Роман Р. Соломон и группы «Сlipping» «Бездна» переносит нас в фантастическое подводное русалоподобное общество ваджинру — потомков африканских рабынь, выброшенных за борт судна с невольниками во время очередного трансатлантического плавания из Африки в Америку. Исходная установка – гибель беременных женщин и чудесное спасение их детей – явно аллюзирует на первородный грех исторического рабства, тяготеющий над потомками. Соломон опрокидывает эту парадигму: в этом романе дети рабынь не гибнут и тем более не остаются навечно проклятыми — они эволюционируют в новый вид и благодаря этому обретают возможность дышать под водой и жить где-то в глубинах Северной Атлантики. То, что в реальном мире было травмой («падением»), превращается в генезис нового народа. Роман буквально обыгрывает библейскую метафору: из бездны страданий рождается утопическое пространство подводной свободы. Потомки утопленниц создали идиллическую цивилизацию – мир, где нет американских пуритан и где можно начать историю заново.
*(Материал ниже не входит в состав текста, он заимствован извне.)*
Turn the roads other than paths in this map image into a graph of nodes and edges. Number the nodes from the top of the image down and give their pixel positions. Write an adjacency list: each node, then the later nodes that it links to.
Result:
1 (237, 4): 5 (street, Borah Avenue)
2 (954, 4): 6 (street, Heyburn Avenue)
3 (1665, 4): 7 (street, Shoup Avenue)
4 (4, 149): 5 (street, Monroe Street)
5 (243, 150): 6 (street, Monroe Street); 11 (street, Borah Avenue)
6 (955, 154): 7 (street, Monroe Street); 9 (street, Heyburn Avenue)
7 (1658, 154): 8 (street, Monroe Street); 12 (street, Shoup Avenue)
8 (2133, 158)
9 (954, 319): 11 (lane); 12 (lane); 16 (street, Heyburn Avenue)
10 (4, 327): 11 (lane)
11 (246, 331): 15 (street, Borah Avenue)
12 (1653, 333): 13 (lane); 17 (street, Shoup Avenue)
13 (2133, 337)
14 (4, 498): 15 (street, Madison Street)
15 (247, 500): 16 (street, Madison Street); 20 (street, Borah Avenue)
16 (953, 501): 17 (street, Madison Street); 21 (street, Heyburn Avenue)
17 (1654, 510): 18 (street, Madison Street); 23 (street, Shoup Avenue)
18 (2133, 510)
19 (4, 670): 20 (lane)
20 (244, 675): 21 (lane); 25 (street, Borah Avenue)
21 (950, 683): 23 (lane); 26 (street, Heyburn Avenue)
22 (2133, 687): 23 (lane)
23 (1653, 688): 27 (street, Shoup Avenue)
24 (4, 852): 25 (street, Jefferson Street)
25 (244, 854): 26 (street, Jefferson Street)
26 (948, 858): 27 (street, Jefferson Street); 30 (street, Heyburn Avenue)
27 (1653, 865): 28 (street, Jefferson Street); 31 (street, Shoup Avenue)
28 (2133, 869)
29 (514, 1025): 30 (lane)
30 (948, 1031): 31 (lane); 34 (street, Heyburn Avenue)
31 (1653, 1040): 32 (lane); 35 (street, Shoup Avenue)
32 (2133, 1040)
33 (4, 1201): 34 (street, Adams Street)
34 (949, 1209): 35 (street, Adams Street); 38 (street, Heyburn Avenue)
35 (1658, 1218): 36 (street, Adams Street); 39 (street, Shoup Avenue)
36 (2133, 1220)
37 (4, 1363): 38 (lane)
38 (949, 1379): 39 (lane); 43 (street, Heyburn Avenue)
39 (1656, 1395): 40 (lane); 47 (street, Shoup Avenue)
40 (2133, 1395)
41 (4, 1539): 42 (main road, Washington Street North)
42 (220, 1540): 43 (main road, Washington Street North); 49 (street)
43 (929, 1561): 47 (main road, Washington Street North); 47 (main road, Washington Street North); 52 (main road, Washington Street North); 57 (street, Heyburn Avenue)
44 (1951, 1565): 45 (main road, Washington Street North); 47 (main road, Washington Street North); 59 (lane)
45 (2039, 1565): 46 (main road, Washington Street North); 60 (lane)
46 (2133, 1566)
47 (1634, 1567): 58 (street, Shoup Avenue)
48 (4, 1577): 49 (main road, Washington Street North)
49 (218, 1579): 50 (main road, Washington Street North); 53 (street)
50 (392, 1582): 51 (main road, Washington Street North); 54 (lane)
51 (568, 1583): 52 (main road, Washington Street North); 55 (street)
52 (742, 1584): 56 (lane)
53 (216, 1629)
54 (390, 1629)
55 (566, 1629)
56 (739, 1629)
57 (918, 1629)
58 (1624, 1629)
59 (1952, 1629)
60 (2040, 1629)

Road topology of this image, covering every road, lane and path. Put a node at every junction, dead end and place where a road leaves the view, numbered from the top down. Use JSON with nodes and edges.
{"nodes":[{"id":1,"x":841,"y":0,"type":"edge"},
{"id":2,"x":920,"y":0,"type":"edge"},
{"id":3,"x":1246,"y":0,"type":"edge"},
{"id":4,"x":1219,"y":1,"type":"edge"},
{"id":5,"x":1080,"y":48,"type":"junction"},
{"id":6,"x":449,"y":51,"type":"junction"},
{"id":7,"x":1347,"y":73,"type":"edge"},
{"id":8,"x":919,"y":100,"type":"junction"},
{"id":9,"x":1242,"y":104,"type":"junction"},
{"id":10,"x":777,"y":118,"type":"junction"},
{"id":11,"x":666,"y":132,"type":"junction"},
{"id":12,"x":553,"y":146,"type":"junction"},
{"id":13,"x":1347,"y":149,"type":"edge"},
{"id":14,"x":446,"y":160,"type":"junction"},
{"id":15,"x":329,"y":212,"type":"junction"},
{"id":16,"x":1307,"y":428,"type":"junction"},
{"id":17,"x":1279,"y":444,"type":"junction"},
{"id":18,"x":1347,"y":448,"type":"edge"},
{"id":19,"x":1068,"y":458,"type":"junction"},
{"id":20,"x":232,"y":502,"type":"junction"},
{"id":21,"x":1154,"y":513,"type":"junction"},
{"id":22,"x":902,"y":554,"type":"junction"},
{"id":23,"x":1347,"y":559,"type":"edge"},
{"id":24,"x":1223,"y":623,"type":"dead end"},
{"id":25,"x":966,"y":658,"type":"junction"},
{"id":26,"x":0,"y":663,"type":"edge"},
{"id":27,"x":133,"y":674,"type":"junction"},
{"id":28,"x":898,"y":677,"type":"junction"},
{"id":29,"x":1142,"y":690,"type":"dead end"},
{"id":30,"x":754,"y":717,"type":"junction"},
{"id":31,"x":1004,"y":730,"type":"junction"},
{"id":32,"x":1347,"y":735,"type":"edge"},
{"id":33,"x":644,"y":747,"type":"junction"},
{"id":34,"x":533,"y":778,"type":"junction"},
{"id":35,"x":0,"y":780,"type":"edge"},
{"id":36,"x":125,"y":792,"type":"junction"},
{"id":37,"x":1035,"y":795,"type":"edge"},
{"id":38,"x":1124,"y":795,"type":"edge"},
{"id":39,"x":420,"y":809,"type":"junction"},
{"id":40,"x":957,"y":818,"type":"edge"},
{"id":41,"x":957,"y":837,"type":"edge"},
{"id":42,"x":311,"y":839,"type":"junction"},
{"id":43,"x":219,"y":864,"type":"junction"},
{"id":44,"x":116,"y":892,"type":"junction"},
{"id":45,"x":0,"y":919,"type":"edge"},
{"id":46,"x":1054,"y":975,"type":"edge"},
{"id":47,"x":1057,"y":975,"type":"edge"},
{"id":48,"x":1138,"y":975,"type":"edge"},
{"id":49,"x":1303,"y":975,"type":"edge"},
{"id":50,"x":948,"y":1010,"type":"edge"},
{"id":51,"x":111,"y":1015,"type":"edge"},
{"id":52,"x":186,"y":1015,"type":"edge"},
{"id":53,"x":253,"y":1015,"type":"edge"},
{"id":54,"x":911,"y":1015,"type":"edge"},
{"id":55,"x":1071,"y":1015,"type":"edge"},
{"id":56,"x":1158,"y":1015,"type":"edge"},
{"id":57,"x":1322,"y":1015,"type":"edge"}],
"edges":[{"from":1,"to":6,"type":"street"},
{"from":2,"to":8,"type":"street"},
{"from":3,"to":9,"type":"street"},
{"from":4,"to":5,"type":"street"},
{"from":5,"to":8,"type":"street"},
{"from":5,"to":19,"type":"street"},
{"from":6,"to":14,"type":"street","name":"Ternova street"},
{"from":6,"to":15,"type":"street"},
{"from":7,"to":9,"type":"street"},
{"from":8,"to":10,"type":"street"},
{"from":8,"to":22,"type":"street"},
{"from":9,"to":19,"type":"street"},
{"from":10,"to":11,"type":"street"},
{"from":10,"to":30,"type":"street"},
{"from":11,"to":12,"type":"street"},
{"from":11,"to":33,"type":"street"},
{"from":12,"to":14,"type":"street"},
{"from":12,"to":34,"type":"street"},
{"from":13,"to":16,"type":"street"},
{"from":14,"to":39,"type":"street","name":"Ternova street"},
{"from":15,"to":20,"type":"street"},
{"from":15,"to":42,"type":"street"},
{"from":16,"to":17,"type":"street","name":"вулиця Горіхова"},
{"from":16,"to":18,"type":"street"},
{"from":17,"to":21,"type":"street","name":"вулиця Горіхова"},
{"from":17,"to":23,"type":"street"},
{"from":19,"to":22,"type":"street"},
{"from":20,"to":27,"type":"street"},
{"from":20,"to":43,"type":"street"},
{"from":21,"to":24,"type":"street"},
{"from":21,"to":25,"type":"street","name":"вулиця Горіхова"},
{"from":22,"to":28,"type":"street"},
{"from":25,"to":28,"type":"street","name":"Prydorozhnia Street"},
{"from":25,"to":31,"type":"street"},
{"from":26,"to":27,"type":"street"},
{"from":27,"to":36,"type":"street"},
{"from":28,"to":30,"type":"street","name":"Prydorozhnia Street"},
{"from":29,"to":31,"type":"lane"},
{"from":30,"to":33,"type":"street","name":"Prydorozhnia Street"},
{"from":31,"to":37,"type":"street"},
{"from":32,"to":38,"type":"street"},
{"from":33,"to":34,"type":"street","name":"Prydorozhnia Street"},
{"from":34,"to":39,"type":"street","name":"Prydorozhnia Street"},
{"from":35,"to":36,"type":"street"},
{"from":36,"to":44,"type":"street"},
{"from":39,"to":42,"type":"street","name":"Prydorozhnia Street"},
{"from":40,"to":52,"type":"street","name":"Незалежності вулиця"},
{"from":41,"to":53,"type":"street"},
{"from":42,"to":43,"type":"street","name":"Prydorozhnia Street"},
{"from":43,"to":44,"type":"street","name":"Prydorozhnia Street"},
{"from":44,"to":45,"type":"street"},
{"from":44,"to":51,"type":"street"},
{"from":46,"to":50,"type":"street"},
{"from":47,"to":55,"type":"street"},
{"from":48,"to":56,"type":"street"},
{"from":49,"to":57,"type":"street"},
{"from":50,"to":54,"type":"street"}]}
Молодая ваджинру Йету (главная героиня) служит Историографом своего народа. Ее предназначение — хранить в памяти все ужасы прошлого, чтобы остальные подводные жители могли жить без транспоколенческой травмы. Этот образ коллективного носителя греха весьма символичен: Йету добровольно (мучительно) выполняет роль Христа-искупителя, или козла отпущения. Она берет на себя «грех мира» — всю память о боли, которую другие вынести не в силах. Раз в год, во время специального обряда (аналог Рождества), она ненадолго делится воспоминаниями с остальными, после чего снова на год замыкает их в себе. Параллель с христианским таинством такова, что Йету ради благополучия ее сообщества отражает идею заместительной жертвы. Кроме того, — и это идет вразрез с традиционной догмой о наследственном грехе, где вина передается неизбежно каждому потомку, — здесь память о прошлом может быть разделена и облегчена общим усилием. В целом, этот мотив резонирует с афрофутуристической установкой на коллективное исцеление исторической травмы, а не на вечное проклятие. В контексте «афротелосотерики» уместно заявить, что тело и разум Йету становятся контейнером греха: ее плоть (мозг) хранит грехи предков, но это хранение носит целительный характер. Ваджинру не отрицают первородный грех (раз в год они могут вспомнить о рабстве предков), но обращают его себе во благо через ритуал.
Особое упоминание необходимо для мотива симбиоза в «Бездне». Ваджинру живут в гармонии с Атлантикой, их культура основана на единении с природной средой. Океан — прародина (мать) для нового народа. Мифологически первые ваджинру появились путем соединения с водной стихией, а далее новорожденным детям рабынь адаптироваться к жизни помогли киты. Выживание порабощенных предков достигается не через крещение (баптизацию), а через эволюционный союз с водой, которая буквально превращает «падших» в новые творения. Мы понимаем это как афрофутуристическую аллегорию искупления без Миссии: сама Атлантика предоставляет чернокожим шанс на жизнь. Симбиотическую связь ваджинру с водой — их способность дышать, понимать океанических тварей – можно трактовать как обращение проклятия в дар. То, что должно было стать гибелью (утоплением, которое, впрочем, не считается ни одной протестантской деноминацией греховным), стало источником уникальной идентичности и силы. С богословской точки зрения, тут прослеживается инверсия представления о грехопадении: бездна перестает быть символом смерти и наказания, вместо этого становясь символом перерождения и благодати. В этом контексте можно говорить о формировании в романе особой «афротелосотерики», где океанские глубины смывают память о грехах (но не сами грехи) и дают возможность жить без боли.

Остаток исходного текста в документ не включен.